Vous avez dit Tartuffe ?


L

e Figaro continuant son investigation sur les ouvrages préférés des Français, s’est penché aujourd’hui sur l’œuvre immortelle de Jean-Baptiste Poquelin, dit Molière. Nul doute que la modernité de son théâtre illumine encore l’actualité aujourd’hui par sa clairvoyance, son humour souvent grinçant, son désespoir en l’homme parfois pathétique mais aussi sa cruauté si réaliste. Mais il fallait choisir ! La question posée aux internautes était de désigner qui - d’entre Alceste (Le Misanthrope), Harpagon (L’Avare), Monsieur Jourdain (Le Bourgeois gentilhomme), Dom Juan, Trissotin (le pédant, Les femmes savantes), Scapin. (Valet insolent), Argan (Le Malade imaginaire), Tartuffe, Thomas Diafoirus. (Médecin péremptoire, dans Le Malade imaginaire), Frosine (l'Avare, femme d'intrigue) - était le personnage le plus actuel. Serez vous étonnés d’apprendre que c’est Tartuffe qui s’est détaché sans concurrence avec presqu’un tiers des suffrages des plus de 2000 personnes qui ont participé à ce mini-sondage. Pour enfoncer définitivement le peu de crédit que portent nos concitoyens à leurs prochains, nous trouvons juste derrière le bourgeois gentilhomme, chef d’œuvre des effets désastreux de l’argent sur le cerveau d’un homme, suivi de l’avare dont on peut mesurer l’immense abysse qui le sépare de la générosité et l’altruisme qui pourtant sont des vertus bien nécessaires en ces temps si durs pour tant de terriens qui tentent de survivre dans le plus grand dénuement.

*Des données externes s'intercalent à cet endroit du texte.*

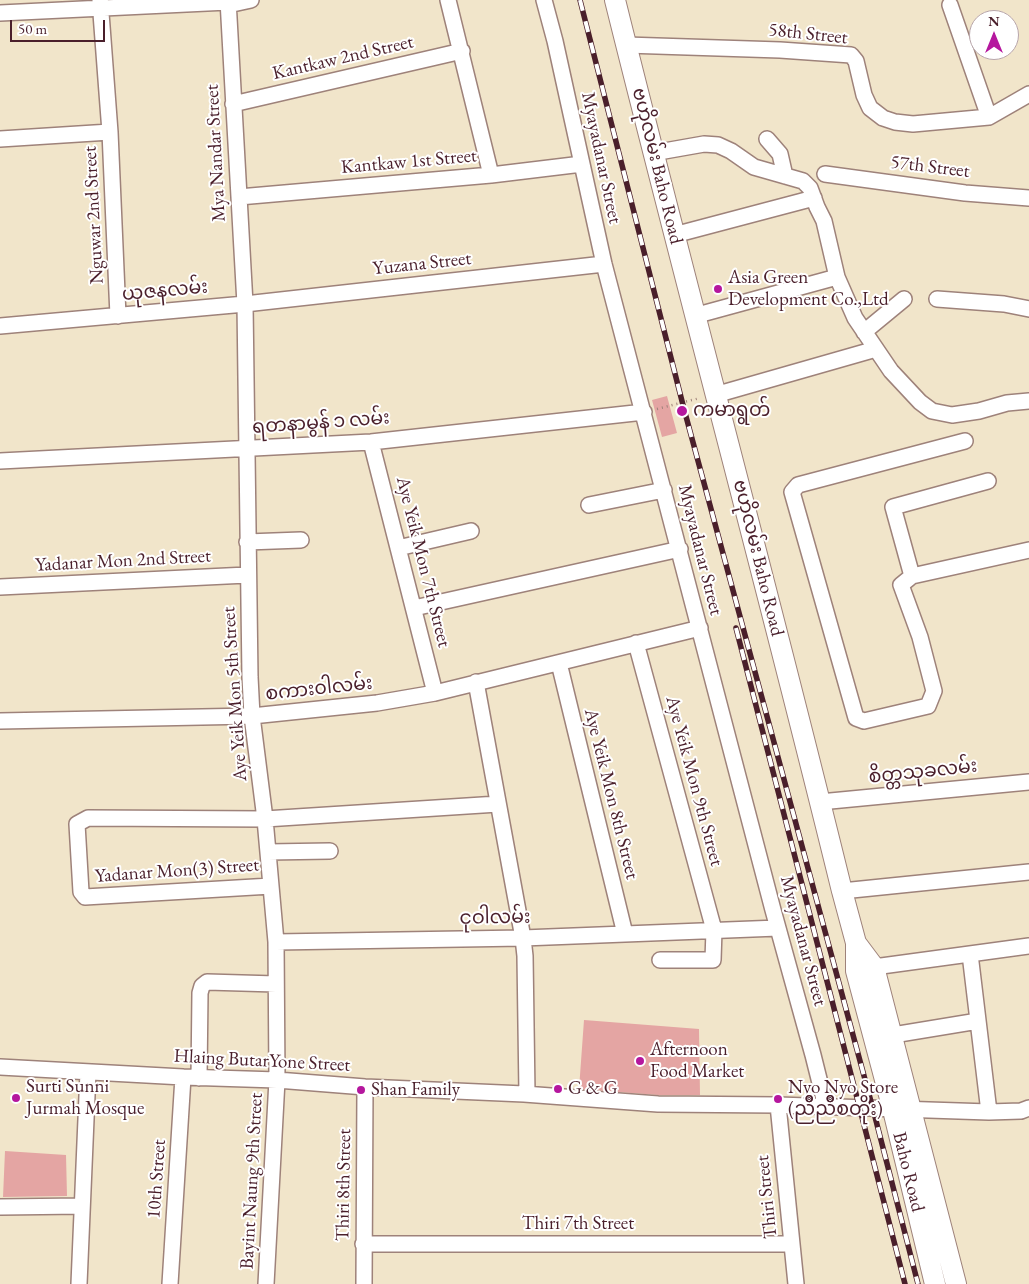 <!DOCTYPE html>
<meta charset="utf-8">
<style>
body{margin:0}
#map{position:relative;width:1029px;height:1284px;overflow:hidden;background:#f1e5ca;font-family:"EB Garamond",serif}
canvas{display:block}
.north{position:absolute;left:969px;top:10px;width:50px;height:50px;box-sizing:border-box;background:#fff;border:1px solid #b7a5aa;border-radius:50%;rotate:0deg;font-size:14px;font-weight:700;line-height:20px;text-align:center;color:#4a1f2b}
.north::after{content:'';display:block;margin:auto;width:18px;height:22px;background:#b5179e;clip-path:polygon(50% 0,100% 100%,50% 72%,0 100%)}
.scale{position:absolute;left:10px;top:20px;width:95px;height:22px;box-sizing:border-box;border:2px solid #4a1f2b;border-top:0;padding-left:6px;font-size:15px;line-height:18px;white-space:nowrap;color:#4a1f2b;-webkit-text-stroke:4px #fff;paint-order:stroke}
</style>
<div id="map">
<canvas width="1029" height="1284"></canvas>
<div class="north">N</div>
<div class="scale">50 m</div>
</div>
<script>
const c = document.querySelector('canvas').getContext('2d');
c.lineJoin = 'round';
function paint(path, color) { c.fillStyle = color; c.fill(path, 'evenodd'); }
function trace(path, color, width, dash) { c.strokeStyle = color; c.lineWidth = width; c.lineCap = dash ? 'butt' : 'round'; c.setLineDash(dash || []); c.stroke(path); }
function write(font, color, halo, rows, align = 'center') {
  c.font = font + ' "EB Garamond","Noto Sans Myanmar",serif'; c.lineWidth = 4; c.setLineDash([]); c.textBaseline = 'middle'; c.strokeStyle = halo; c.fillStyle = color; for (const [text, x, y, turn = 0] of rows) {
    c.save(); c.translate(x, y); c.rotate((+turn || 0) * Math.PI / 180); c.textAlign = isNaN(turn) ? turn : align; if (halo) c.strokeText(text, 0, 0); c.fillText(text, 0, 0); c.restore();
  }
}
paint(new Path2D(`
 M667,396L677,433L662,437L652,400Z
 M584,1020L699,1029L700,1095H658L579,1089Z
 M5,1151L66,1155L67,1196L3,1197Z`), '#e4a5a3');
const minor = new Path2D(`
 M100,0L110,132
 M228,0L245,304L250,677L252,716L265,819L276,942L277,1080L266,1284
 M448,0L491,175
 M544,0L555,41L604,264L773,910L813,1055L826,1107
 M228,5L251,0
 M950,5L989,117
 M0,13L228,2
 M626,45L780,50L851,55L856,61L864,95L870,108L883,118L895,122L913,124L989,117L1029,94
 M233,104L462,51
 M0,139L110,132L118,316
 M767,139L780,154L785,176
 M653,153L704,144L718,145L731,151L754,167L803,181L810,188L817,207L824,221L837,277L855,318L891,371L920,402L932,411L952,415L979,411L1007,403L1029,401
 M825,174L965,193L1029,198
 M239,197L491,175L582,164
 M674,235L814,198
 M937,299L1004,304L1029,309
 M694,316L837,277
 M0,326L245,304L604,264
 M864,332L904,299
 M715,395L876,349
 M965,441L798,485L792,492L856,718L864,721L928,706L934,691L920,637L901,585L912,576L1029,550
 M371,442L435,693
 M0,461L371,442L644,412
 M589,505L664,490
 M247,542L301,540
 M398,548L471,531
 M912,576L893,507L988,481
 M0,587L247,575
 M414,608L680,549
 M636,643L714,930L713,960H660
 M559,663L625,934
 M476,682L523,938L525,956L527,1094
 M0,721L252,716L377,703L435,693L700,628
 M820,802L1029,782
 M268,852L330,851
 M271,886L85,897L81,892L77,824L88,818L265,819L498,804
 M842,891L1029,872
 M276,942L523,938L778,928
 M970,954L989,1112
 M874,967L1029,946
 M893,1035L978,1021
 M0,1067L183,1077L277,1080L365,1087L524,1094L658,1104L778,1105L989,1112L1021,1111L1029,1108
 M199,1078L200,993L202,986L207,982L276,984
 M778,1105L796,1284
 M0,1207L82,1206
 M363,1244H792
 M79,1284L88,1072
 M170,1284L183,1077
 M364,1284L365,1087`);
const major = new Path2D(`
 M615,0C689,298 769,593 842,891L856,943L874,967L956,1284
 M856,943V971L893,1110L935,1284`);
trace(minor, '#9e827a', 18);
trace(major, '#9e827a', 22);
trace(new Path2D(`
 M657,409L700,398`), '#9e827a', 2.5, [1, 4]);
trace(minor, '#fff', 15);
trace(major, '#fff', 20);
const rail = new Path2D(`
 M580,0L684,409L873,1109L918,1284
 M736,628L905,1284`);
trace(rail, '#4a1f2b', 5.5);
trace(rail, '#fff', 4, [11]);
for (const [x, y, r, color] of [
 [718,289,5,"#b5179e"],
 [682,411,6,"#b5179e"],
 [640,1061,5,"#b5179e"],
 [558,1089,5,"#b5179e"],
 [361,1090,5,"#b5179e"],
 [16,1098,5,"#b5179e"],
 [778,1099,5,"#b5179e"]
]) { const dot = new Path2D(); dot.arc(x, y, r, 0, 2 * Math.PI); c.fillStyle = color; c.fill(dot); trace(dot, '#fff', 2); }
write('19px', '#4a1f2b', '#fff', [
 ["58th Street",808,34,6],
 ["Kantkaw 2nd Street",343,58,-13],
 ["Mya Nandar Street",216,153,-93],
 ["Myayadanar Street",601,158,78],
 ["Kantkaw 1st Street",409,162,-5],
 ["ဗဟိုလမ်း Baho Road",657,166,76],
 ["57th Street",930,167,7],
 ["Nguwar 2nd Street",94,215,-93],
 ["Yuzana Street",422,264,-6],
 ["ယုဇနလမ်း",165,291,-5],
 ["ရတနာမွန် ၁ လမ်း",321,423,-4],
 ["Myayadanar Street",700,550,76],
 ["ဗဟိုလမ်း Baho Road",758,558,76],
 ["Yadanar Mon 2nd Street",123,561,-3],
 ["Aye Yeik Mon 7th Street",423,562,76],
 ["စကား၀ါလမ်း",319,689,-6],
 ["Aye Yeik Mon 5th Street",235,694,-94],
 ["စိတ္တသုခလမ်း",923,772,-6],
 ["Aye Yeik Mon 9th Street",694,781,75],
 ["Aye Yeik Mon 8th Street",611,794,76],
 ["Yadanar Mon(3) Street",177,871,-4],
 ["ငုဝါလမ်း",495,918,-1],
 ["Myayadanar Street",803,941,75],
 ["Hlaing ButarYone Street",262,1061,3],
 ["Baho Road",908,1172,76],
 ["10th Street",157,1179,-86],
 ["Bayint Naung 9th Street",252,1181,-87],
 ["Thiri 8th Street",344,1185,-89],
 ["Thiri Street",767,1197,-96],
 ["Thiri 7th Street",578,1224]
]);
write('19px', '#4a1f2b', '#fff', [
 ["Asia Green",728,278],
 ["Development Co.,Ltd",728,300],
 ["ကမာရွတ်",693,411],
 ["Afternoon",650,1050],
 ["Food Market",650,1072],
 ["Surti Sunni",26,1087],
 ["Jurmah Mosque",26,1109],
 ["Nyo Nyo Store",788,1088],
 ["(ညိဳညိဳစတိုး)",788,1110],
 ["G & G",568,1089],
 ["Shan Family",371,1090]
], 'left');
</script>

Mais pour revenir à Tartuffe les quelques commentaires laissés par les internautes ne laissent planer aucun doute sur les cibles préférées des votants. On retrouve, pèle mêle, le fisc, les banquiers, les vedettes, les hommes et femmes politiques de tout bord, etc… On illustre une fois de plus que, pour la plupart de nos concitoyens, l’enfer c’est les autres…

Moi je dois vous avouer que je n’ai pas plus de clairvoyance sur mes propres travers et que le personnage m’a inspiré la parodie qui suit pour évoquer Bernard Madoff ou plein d’autres banquiers sans scrupule dont la liste serait trop longue à énumérer…

 

L’actionnaire (décontenancé) en Elmire

Mais des chutes de cours on nous a fait tant peur.

Madoff (ou d’autres) en Tartuffe

Je puis vous dissiper ces craintes ridicules,

Cher ami, et je sais l'art de lever les scrupules.

La Cob défend, de vrai, certains détournements;

Mais on trouve avec elle des accommodements.

Selon divers besoins, il est une science,

Pour détourner les règles en jouant l’innocence,

Et de rectifier le mal de l'action

Par la complexité de réalisation.

De ces secrets, ami, on saura vous instruire;

Vous n'avez seulement qu'à vous laisser conduire.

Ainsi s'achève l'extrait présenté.